In a mixture of gases, each gas exerts its own partial pressure independently, as if the other gases were not present. The total pressure is the sum of all partial pressures.

Dalton's Law
Pₜₒₜₐₗ = P₁ + P₂ + P₃ + …
💡Why? Ideal gas particles don't interact with each other. Each type of molecule bounces around independently and contributes its own collision rate with the walls — so pressures simply add.

Mole Fractions

Mole fraction
χ₁ = n₁ / nₜ = P₁ / Pₜ

Collecting Gas Over Water

When gas is collected by water displacement, the collected gas is a mixture of the desired gas and water vapour. Subtract the water vapour pressure to find the gas pressure alone.

Collecting over water
P☟ₐⸯ = Pₜₒₜₐₗ − Pₕ₂ₒ
💡Water vapour pressure depends on temperature and must be looked up from a table (e.g., at 25°C, Pₕ₂ₒ ≈ 3.17 kPa).
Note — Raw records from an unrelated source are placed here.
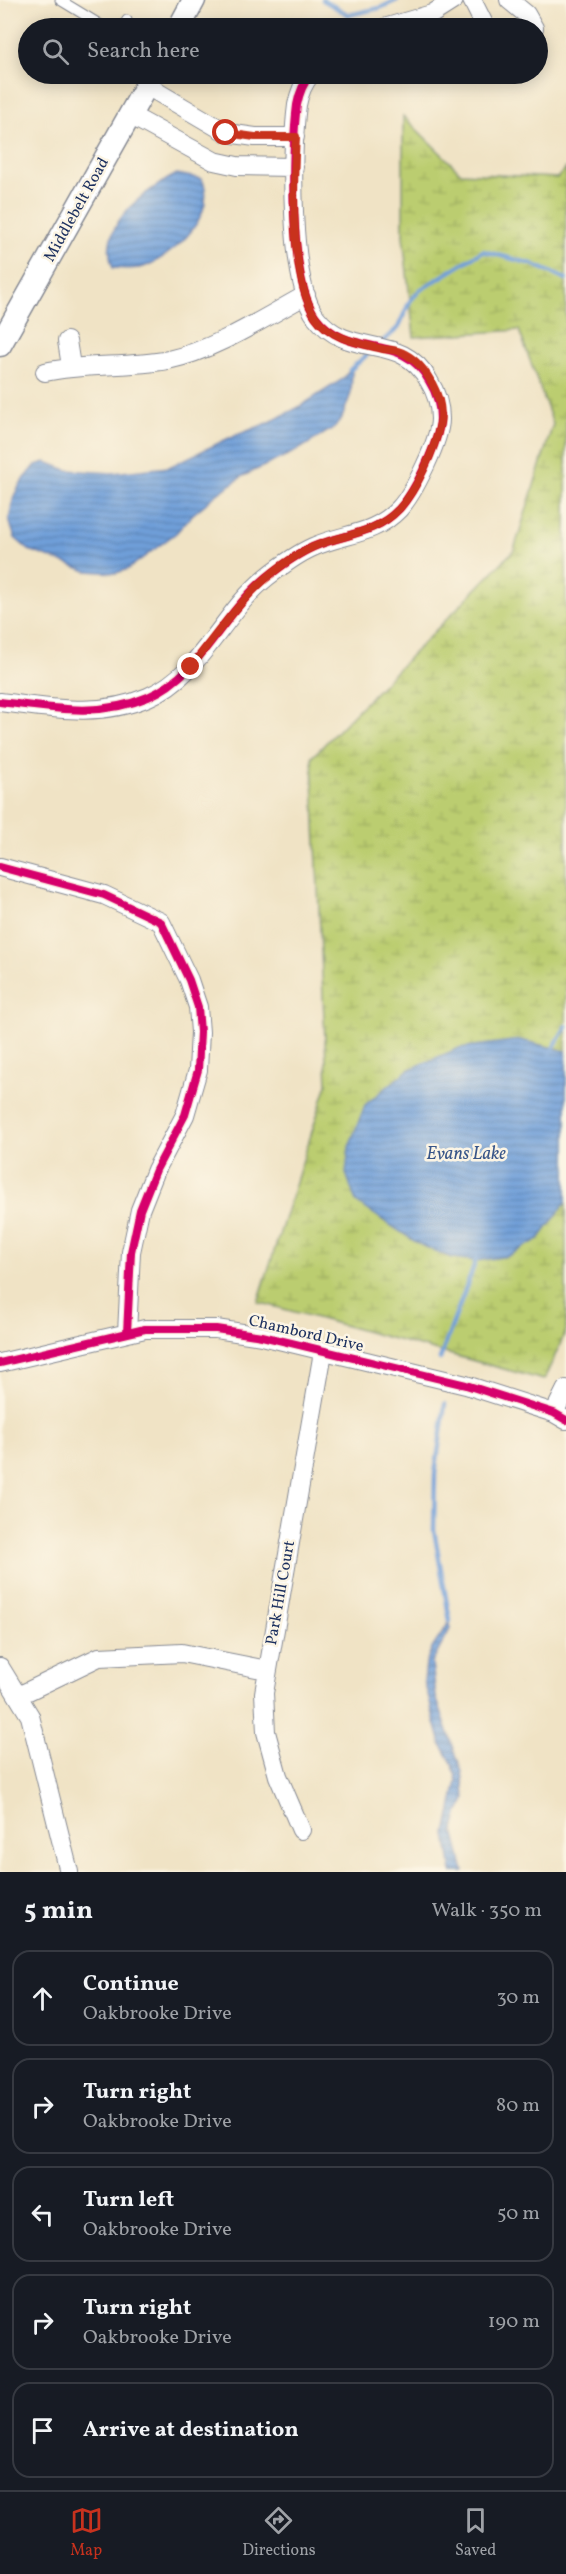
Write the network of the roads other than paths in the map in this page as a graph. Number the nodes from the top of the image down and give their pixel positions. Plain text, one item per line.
1 (60, 0) edge
2 (195, 0) edge
3 (454, 0) edge
4 (472, 0) edge
5 (509, 0) edge
6 (90, 18) edge
7 (184, 18) edge
8 (418, 18) edge
9 (481, 18) edge
10 (528, 18) edge
11 (148, 84) edge
12 (156, 84) edge
13 (304, 84) edge
14 (130, 115) junction
15 (296, 137) junction
16 (294, 167) junction
17 (306, 295) junction
18 (67, 341) dead end
19 (0, 345) edge
20 (71, 366) junction
21 (45, 372) dead end
22 (0, 702) edge
23 (0, 867) edge
24 (127, 1333) junction
25 (323, 1352) junction
26 (0, 1363) edge
27 (566, 1389) edge
28 (560, 1417) edge
29 (0, 1667) edge
30 (267, 1670) junction
31 (18, 1696) junction
32 (301, 1830) dead end
33 (69, 1872) edge

1 - 6 lane
2 - 7 street
3 - 8 street
4 - 9 street
5 - 10 street
11 - 14 street, Middlebelt Road
12 - 15 street
13 - 15 street
14 - 16 street
14 - 19 street, Middlebelt Road
15 - 16 street
16 - 17 street
17 - 20 street
17 - 22 street
18 - 20 street
20 - 21 street
23 - 24 street
24 - 25 street, Chambord Drive
24 - 26 street, Chambord Drive
25 - 28 street, Chambord Drive
25 - 30 street, Park Hill Court
27 - 28 street
29 - 31 street
30 - 31 street
30 - 32 street, Park Hill Court
31 - 33 street

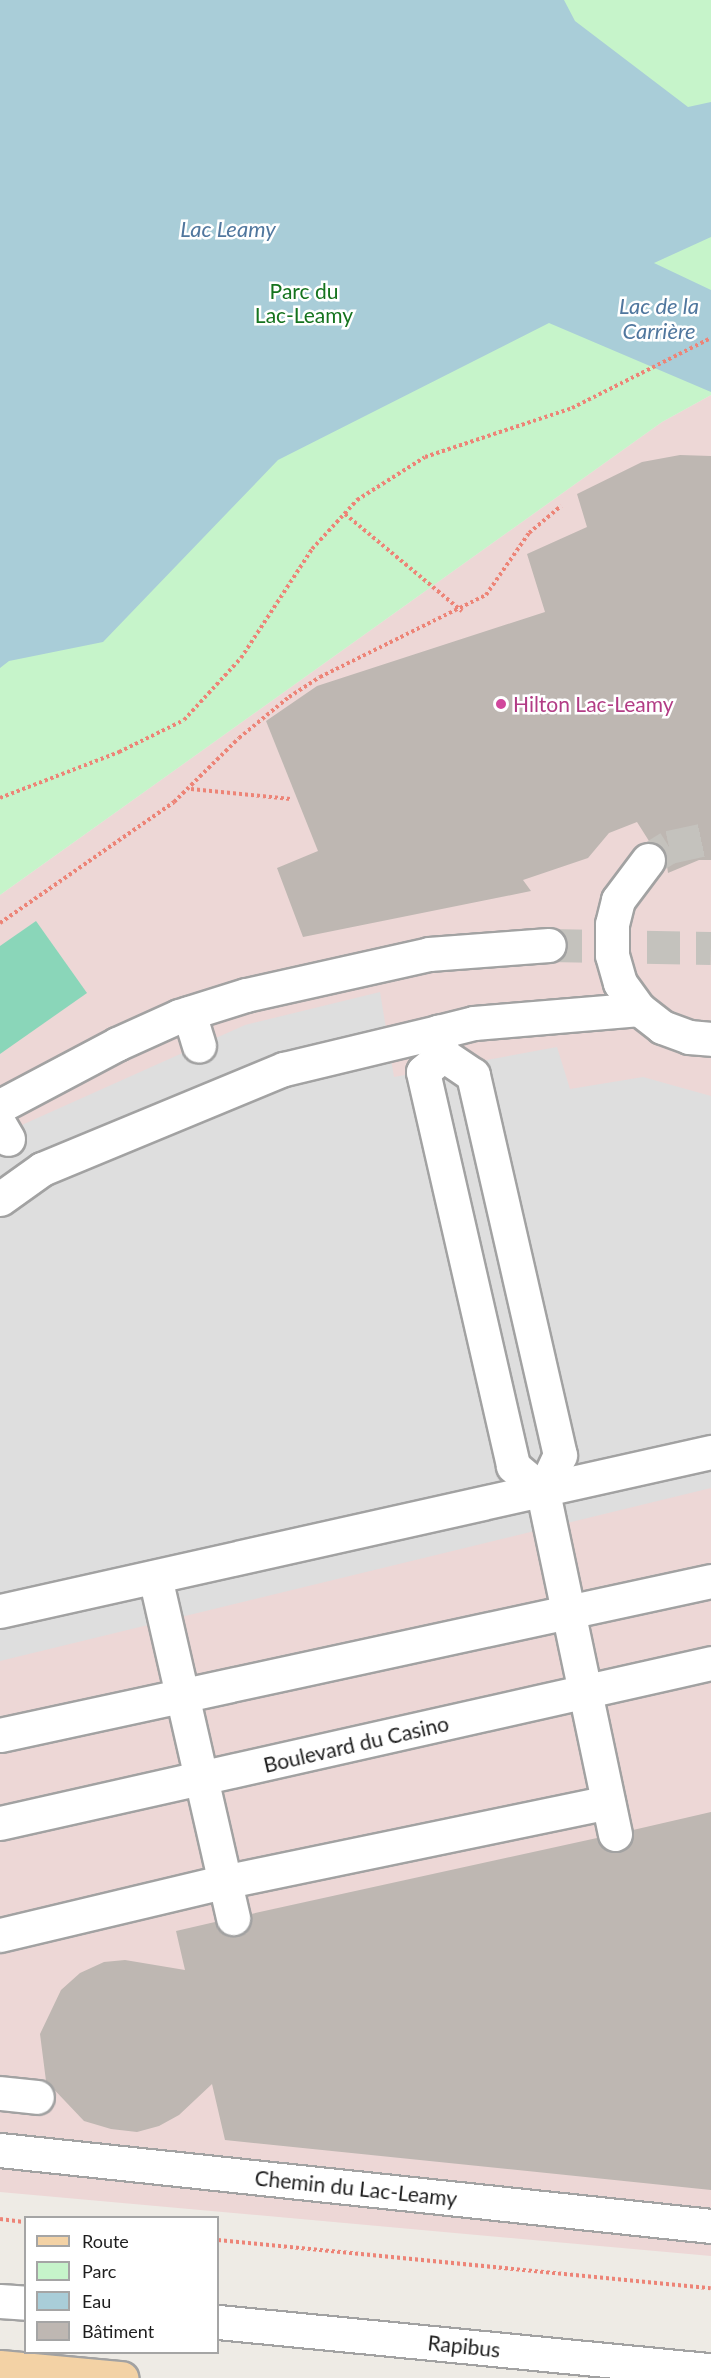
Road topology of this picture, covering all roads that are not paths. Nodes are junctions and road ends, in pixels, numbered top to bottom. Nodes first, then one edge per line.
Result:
1 (648, 860) tunnel mouth
2 (549, 945) tunnel mouth
3 (639, 1009) junction
4 (189, 1013) junction
5 (711, 1039) edge
6 (440, 1044) junction
7 (199, 1045) dead end
8 (0, 1106) edge
9 (0, 1199) edge
10 (711, 1452) edge
11 (543, 1491) junction
12 (155, 1577) junction
13 (711, 1581) edge
14 (0, 1611) edge
15 (568, 1616) junction
16 (711, 1663) edge
17 (584, 1693) junction
18 (182, 1694) junction
19 (0, 1735) edge
20 (202, 1778) junction
21 (608, 1802) junction
22 (0, 1823) edge
23 (615, 1834) dead end
24 (223, 1882) junction
25 (233, 1918) dead end
26 (0, 1935) edge
27 (0, 2093) edge
28 (37, 2097) dead end
29 (0, 2150) edge
30 (711, 2226) edge
31 (0, 2301) edge
32 (24, 2303) edge
33 (219, 2322) edge
34 (0, 2367) edge
35 (711, 2370) edge
36 (122, 2378) edge

1 - 3 lane
2 - 4 lane
3 - 5 lane
3 - 6 lane
4 - 7 lane
4 - 8 lane
6 - 9 lane
6 - 11 lane
6 - 11 lane
10 - 11 lane
11 - 12 lane
11 - 15 lane
12 - 14 lane
12 - 18 lane
13 - 15 lane
15 - 17 lane
15 - 18 lane
16 - 17 lane, Boulevard du Casino
17 - 20 lane, Boulevard du Casino
17 - 21 lane
18 - 19 lane
18 - 20 lane
20 - 22 lane, Boulevard du Casino
20 - 24 lane
21 - 23 lane
21 - 24 lane
24 - 25 lane
24 - 26 lane
27 - 28 lane
29 - 30 lane, Chemin du Lac-Leamy
31 - 32 lane
33 - 35 lane, Rapibus
34 - 36 main road

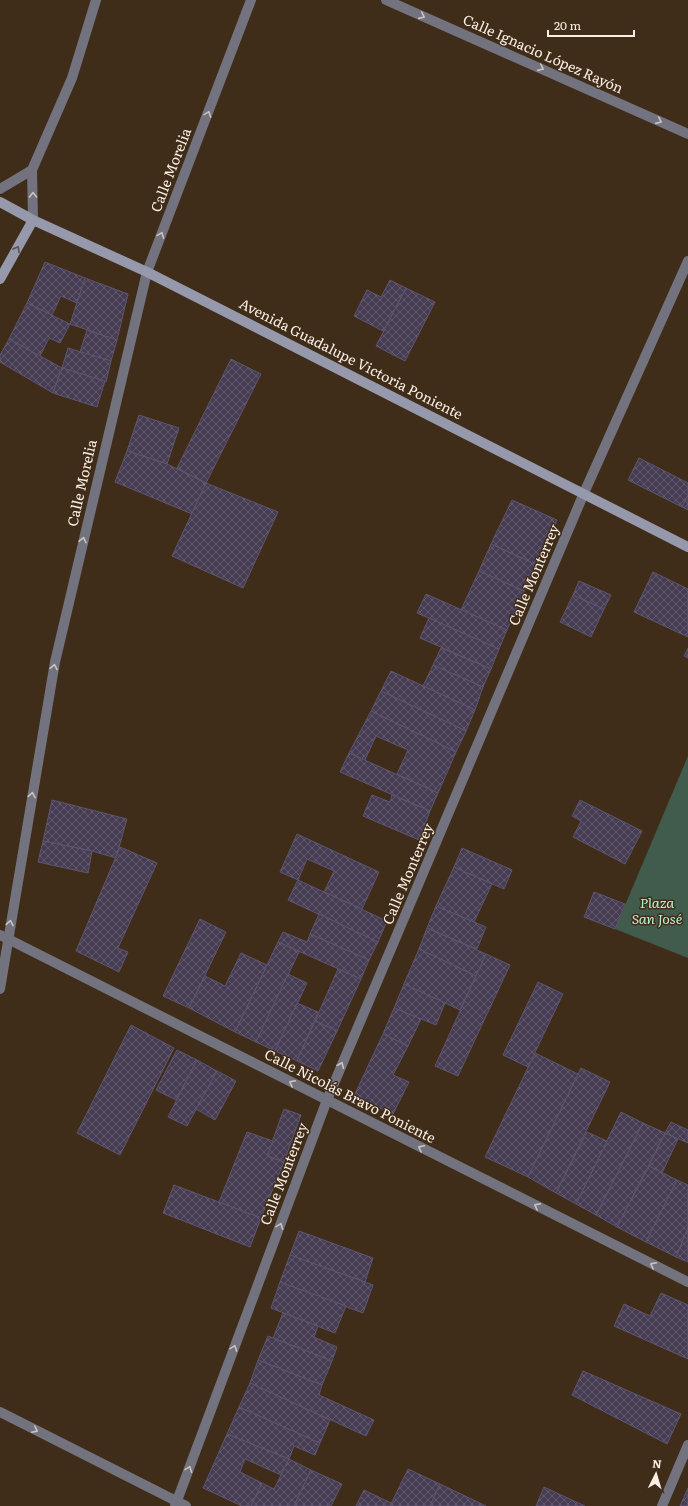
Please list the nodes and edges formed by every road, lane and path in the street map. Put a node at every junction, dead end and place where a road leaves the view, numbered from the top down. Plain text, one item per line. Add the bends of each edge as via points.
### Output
1 (96, 0) edge
2 (251, 0) edge
3 (386, 0) edge
4 (688, 134) edge
5 (32, 170) junction
6 (0, 189) edge
7 (0, 202) edge
8 (33, 220) junction
9 (688, 261) edge
10 (147, 272) junction
11 (0, 279) edge
12 (584, 493) junction
13 (688, 547) edge
14 (4, 937) edge
15 (0, 989) edge
16 (327, 1100) junction
17 (688, 1282) edge
18 (0, 1412) edge
19 (688, 1445) edge
20 (179, 1504) edge
21 (662, 1506) edge

1 - 5 street via 72,78
10 -> 2 street, Calle Morelia
3 -> 4 street, Calle Ignacio López Rayón
5 - 6 street
8 -> 5 street
7 - 8 main road, Avenida Guadalupe Victoria Poniente
8 - 10 main road, Avenida Guadalupe Victoria Poniente
11 -> 8 main road
9 - 12 street, Calle Monterrey
10 - 12 main road, Avenida Guadalupe Victoria Poniente
14 -> 10 street, Calle Morelia via 55,662
12 - 13 main road, Avenida Guadalupe Victoria Poniente
16 -> 12 street, Calle Monterrey
14 - 15 street, Calle Morelia
16 -> 14 street, Calle Nicolás Bravo Poniente
17 -> 16 street, Calle Nicolás Bravo Poniente
20 -> 16 street, Calle Monterrey
18 -> 20 street
19 - 21 street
Never forget this correction when collecting gas over water.
9 Common Mistakes to Avoid
MistakeWhat to do instead
Using Celsius in gas lawsAlways convert: K = °C + 273.15. Every gas law formula requires Kelvin.
Using wrong R valueR = 8.314 with kPa; R = 0.08206 with atm. Check your pressure units first.
Boyle's law when T also changesIf two variables change, use the Combined Gas Law — not Boyle's or Charles's alone.
Forgetting Dalton's law over waterCollected gas pressure = total − water vapour pressure at that temperature.
Inconsistent pressure or volume unitsBoth sides of the equation must use the same units for P and the same units for V.
Applying ideal gas law to real gasesReal gases deviate from ideal behaviour at high pressure and low temperature — the assumptions break down.